##### Provided data #####

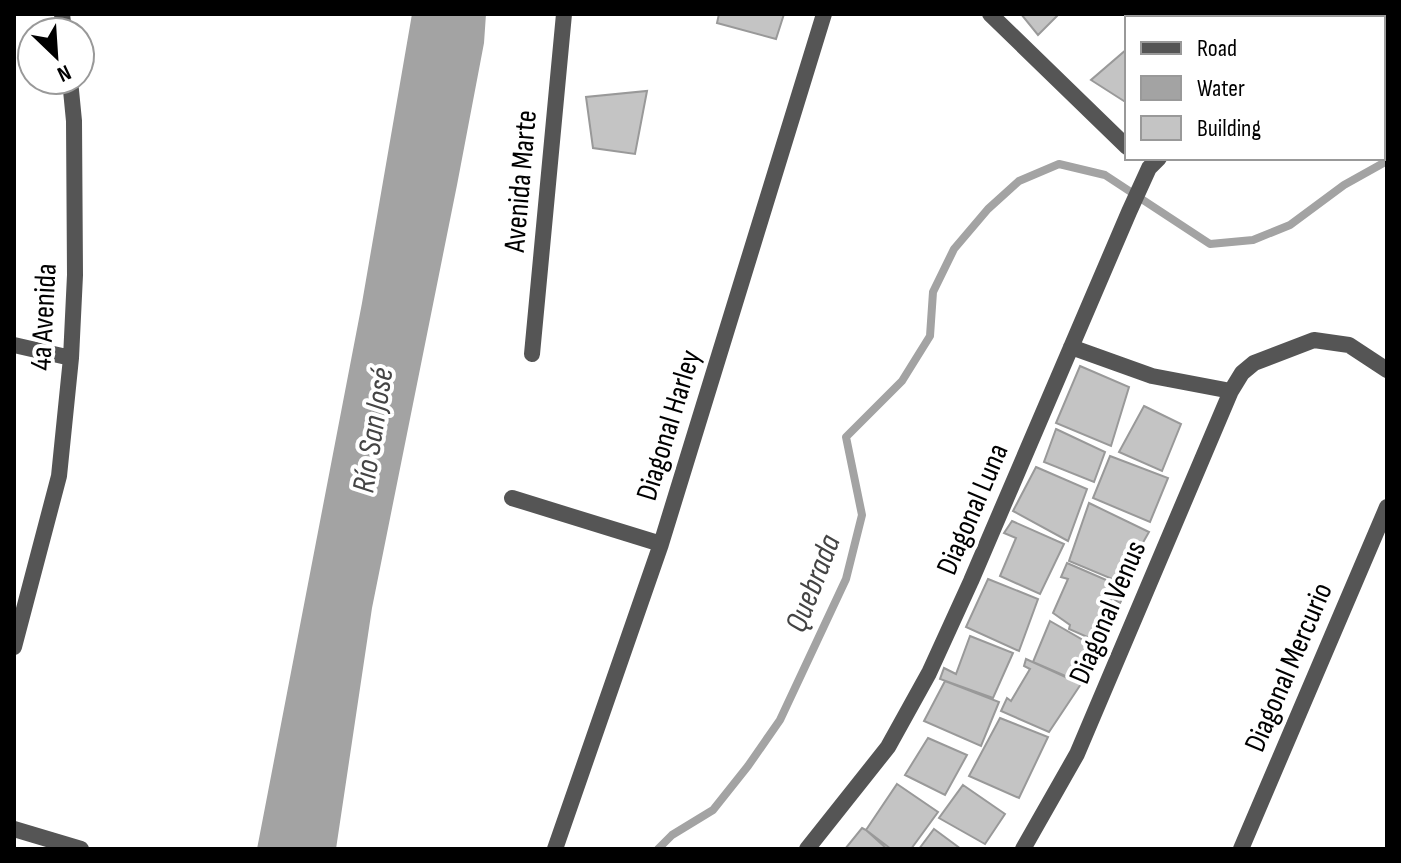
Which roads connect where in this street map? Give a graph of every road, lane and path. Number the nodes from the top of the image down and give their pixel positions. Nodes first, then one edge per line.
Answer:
1 (564, 14) edge
2 (824, 14) edge
3 (990, 14) edge
4 (72, 96) edge
5 (1125, 145) edge
6 (1147, 166) edge
7 (14, 345) edge
8 (1071, 347) junction
9 (532, 354) dead end
10 (71, 358) junction
11 (1387, 370) edge
12 (1231, 391) junction
13 (512, 498) dead end
14 (1387, 507) edge
15 (661, 544) junction
16 (22, 595) edge
17 (14, 647) edge
18 (14, 829) edge
19 (81, 849) edge
20 (555, 849) edge
21 (807, 849) edge
22 (1023, 849) edge
23 (1241, 849) edge

1 - 9 street, Avenida Marte
2 - 15 street, Diagonal Harley
3 - 5 street
4 - 10 street, 4a Avenida
6 - 8 street, Diagonal Luna
7 - 10 street
8 - 12 street
8 - 21 street, Diagonal Luna
10 - 16 street, 4a Avenida
11 - 12 street, Diagonal Venus
12 - 22 street, Diagonal Venus
13 - 15 street
14 - 23 street, Diagonal Mercurio
15 - 20 street, Diagonal Harley
16 - 17 street, 4a Avenida
18 - 19 street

#####

## Assigned task
Quote all the lines above exactly as given. Do not include the pictures.

## Your solution
Which roads connect where in this street map? Give a graph of every road, lane and path. Number the nodes from the top of the image down and give their pixel positions. Nodes first, then one edge per line.
Answer:
1 (564, 14) edge
2 (824, 14) edge
3 (990, 14) edge
4 (72, 96) edge
5 (1125, 145) edge
6 (1147, 166) edge
7 (14, 345) edge
8 (1071, 347) junction
9 (532, 354) dead end
10 (71, 358) junction
11 (1387, 370) edge
12 (1231, 391) junction
13 (512, 498) dead end
14 (1387, 507) edge
15 (661, 544) junction
16 (22, 595) edge
17 (14, 647) edge
18 (14, 829) edge
19 (81, 849) edge
20 (555, 849) edge
21 (807, 849) edge
22 (1023, 849) edge
23 (1241, 849) edge

1 - 9 street, Avenida Marte
2 - 15 street, Diagonal Harley
3 - 5 street
4 - 10 street, 4a Avenida
6 - 8 street, Diagonal Luna
7 - 10 street
8 - 12 street
8 - 21 street, Diagonal Luna
10 - 16 street, 4a Avenida
11 - 12 street, Diagonal Venus
12 - 22 street, Diagonal Venus
13 - 15 street
14 - 23 street, Diagonal Mercurio
15 - 20 street, Diagonal Harley
16 - 17 street, 4a Avenida
18 - 19 street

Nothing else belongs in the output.